Des statistiques agrégées sont réceptionnées par la CNAMTS puis transmises à la direction de la sécurité sociale et à la direction générale de l'administration et de la fonction publique responsables du suivi de l'expérimentation.
Les catégories de données traitées sont relatives à l'identité du fonctionnaire, son adresse, son NIR, au régime de l'arrêt de travail, aux informations permettant le suivi et le contrôle des arrêts ainsi qu'à l'évaluation du dispositif, au service dans lequel est affecté l'agent, à la date et à la nature du contrôle opéré, au résultat du contrôle, à la date et à la mesure prise par l'administration à la suite du contrôle, de la contestation ou du recours.
Les données sont conservées pendant toute la durée de l'expérimentation et l'année qui suit la fin de l'expérimentation. En cas de contentieux, les informations sont conservées jusqu'à une décision de justice devenue définitive.
Les destinataires des données sont les agents individuellement habilités par les employeurs, par les caisses et les services du contrôle médical.
Il conviendrait d'indiquer à l'article 3 du projet de décret que les agents habilités par les employeurs sont ceux chargés de la gestion des ressources humaines et pour les caisses et les services du contrôle médical les agents chargés du suivi des dossiers.
S'agissant des mesures de sécurité mises en œuvre, la commission note que l'application est hébergée au Centre d'exploitation national de Valenciennes. L'accès à l'outil est tracé et s'effectue avec une carte à puce pour les agents de l'assurance maladie et avec un identifiant et un mot de passe d'au moins huit caractères pour les agents habilités par les employeurs.
Au sein de l'assurance maladie, les agents se connectent à un réseau privé interne. Les échanges d'informations avec les organismes extérieurs sont chiffrés ainsi que les sauvegardes des données.

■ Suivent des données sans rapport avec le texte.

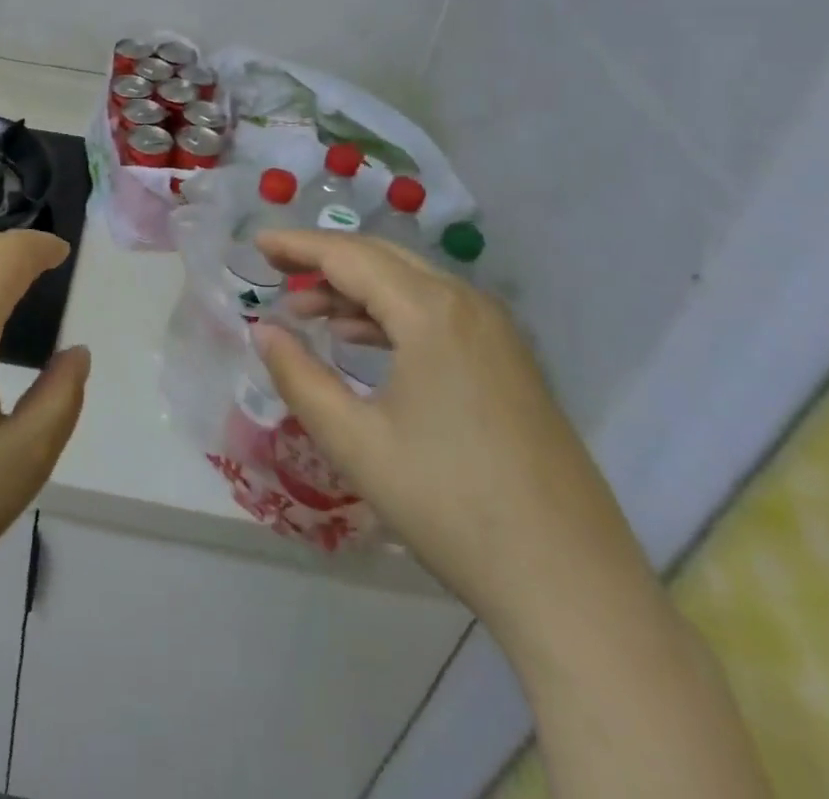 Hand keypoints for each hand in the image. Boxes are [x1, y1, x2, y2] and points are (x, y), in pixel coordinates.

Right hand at [252, 230, 648, 629]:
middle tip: (276, 269)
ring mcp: (498, 333)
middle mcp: (469, 305)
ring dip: (357, 289)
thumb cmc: (450, 505)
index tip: (257, 243)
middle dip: (325, 260)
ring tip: (308, 310)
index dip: (298, 245)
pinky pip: (439, 313)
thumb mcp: (355, 442)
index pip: (350, 257)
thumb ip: (299, 377)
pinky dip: (392, 314)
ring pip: (413, 285)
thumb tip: (263, 331)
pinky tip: (363, 341)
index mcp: (431, 313)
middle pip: (383, 259)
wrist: (571, 585)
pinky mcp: (511, 363) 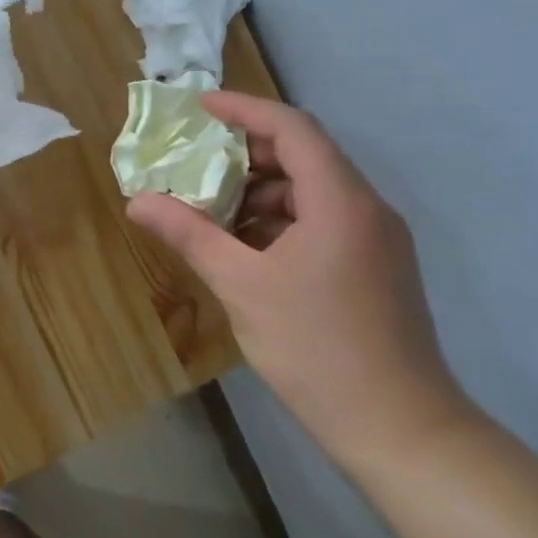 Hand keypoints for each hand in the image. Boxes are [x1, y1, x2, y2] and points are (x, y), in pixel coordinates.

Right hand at [126, 91, 472, 474]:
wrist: (400, 429)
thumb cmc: (317, 348)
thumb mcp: (241, 286)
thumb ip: (189, 234)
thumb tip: (137, 201)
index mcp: (341, 202)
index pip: (293, 129)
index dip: (245, 110)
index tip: (200, 108)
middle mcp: (367, 209)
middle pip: (305, 155)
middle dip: (246, 151)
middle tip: (194, 159)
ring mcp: (376, 240)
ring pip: (312, 190)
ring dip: (260, 189)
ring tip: (210, 206)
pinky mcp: (375, 267)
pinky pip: (323, 220)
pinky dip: (280, 219)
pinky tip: (244, 245) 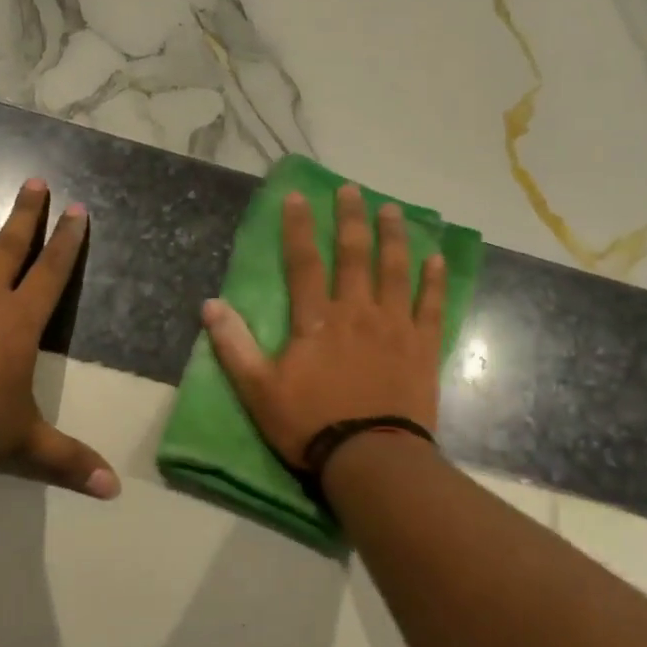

L'information des personnes se fera par diffusion, à l'initiative des préfets des départements concernés, d'une note à l'ensemble des agents des services déconcentrés. Il conviendrait de prévoir une mesure analogue pour les agents des services centraux de Paris. La commission prend acte que lorsqu'un agent envoie à son employeur un troisième arrêt maladie en douze mois, l'administration lui envoie un courrier l'informant d'un contrôle dans l'hypothèse d'un quatrième arrêt de travail.
Les droits d'accès et de rectification s'exercent auprès de l'administration employeur du fonctionnaire.